◆ WHAT IS EXPECTED
Reproduce the records below exactly, but only between the lines holding "wrist: (166, 399)" and "ring dip: (302, 272)", inclusive.

◆ SUPPLIED INFORMATION
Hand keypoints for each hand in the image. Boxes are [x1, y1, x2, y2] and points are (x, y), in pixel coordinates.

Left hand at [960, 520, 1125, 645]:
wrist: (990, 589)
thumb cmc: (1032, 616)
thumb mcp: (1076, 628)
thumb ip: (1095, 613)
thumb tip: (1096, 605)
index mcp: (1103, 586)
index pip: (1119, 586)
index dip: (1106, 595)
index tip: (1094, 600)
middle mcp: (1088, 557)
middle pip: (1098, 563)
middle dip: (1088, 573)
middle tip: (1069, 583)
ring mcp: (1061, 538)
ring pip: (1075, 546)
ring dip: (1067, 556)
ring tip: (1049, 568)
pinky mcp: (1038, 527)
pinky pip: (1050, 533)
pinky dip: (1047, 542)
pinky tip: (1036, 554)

* * *

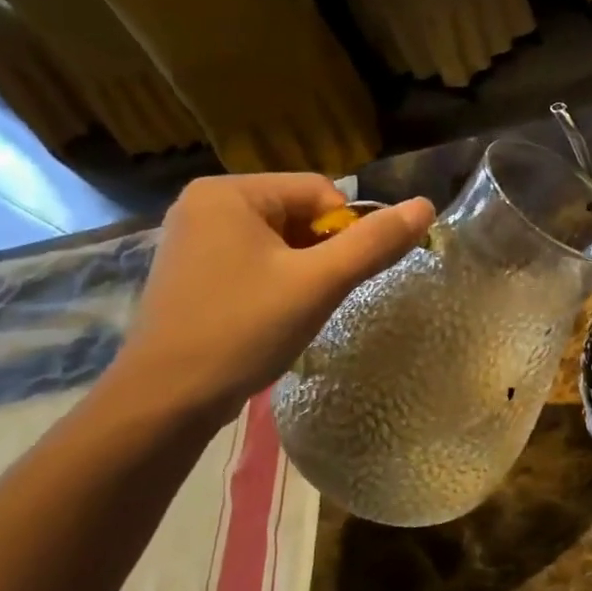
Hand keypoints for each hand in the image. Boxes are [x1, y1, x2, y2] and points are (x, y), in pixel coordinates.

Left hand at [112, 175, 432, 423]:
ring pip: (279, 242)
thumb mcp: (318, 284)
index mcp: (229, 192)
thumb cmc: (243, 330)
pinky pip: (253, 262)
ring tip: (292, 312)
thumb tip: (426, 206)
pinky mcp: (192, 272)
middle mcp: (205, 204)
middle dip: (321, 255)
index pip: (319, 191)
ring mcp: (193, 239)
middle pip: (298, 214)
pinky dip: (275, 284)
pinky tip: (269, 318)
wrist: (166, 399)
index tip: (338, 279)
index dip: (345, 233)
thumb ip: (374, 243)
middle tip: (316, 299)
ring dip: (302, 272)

==

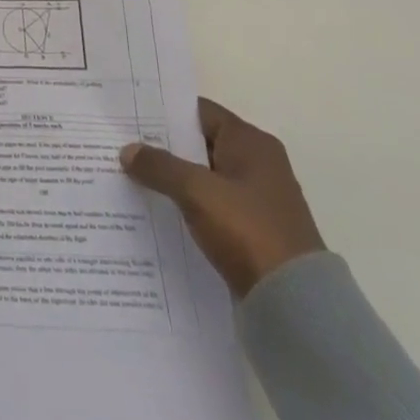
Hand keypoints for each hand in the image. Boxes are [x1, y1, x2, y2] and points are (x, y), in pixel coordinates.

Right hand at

◆ RESPONSE
wrist: (166, 399)
index tip: (338, 279)
index dip: (345, 233)
thumb ip: (374, 243)
middle tip: (316, 299)
ring dip: (302, 272)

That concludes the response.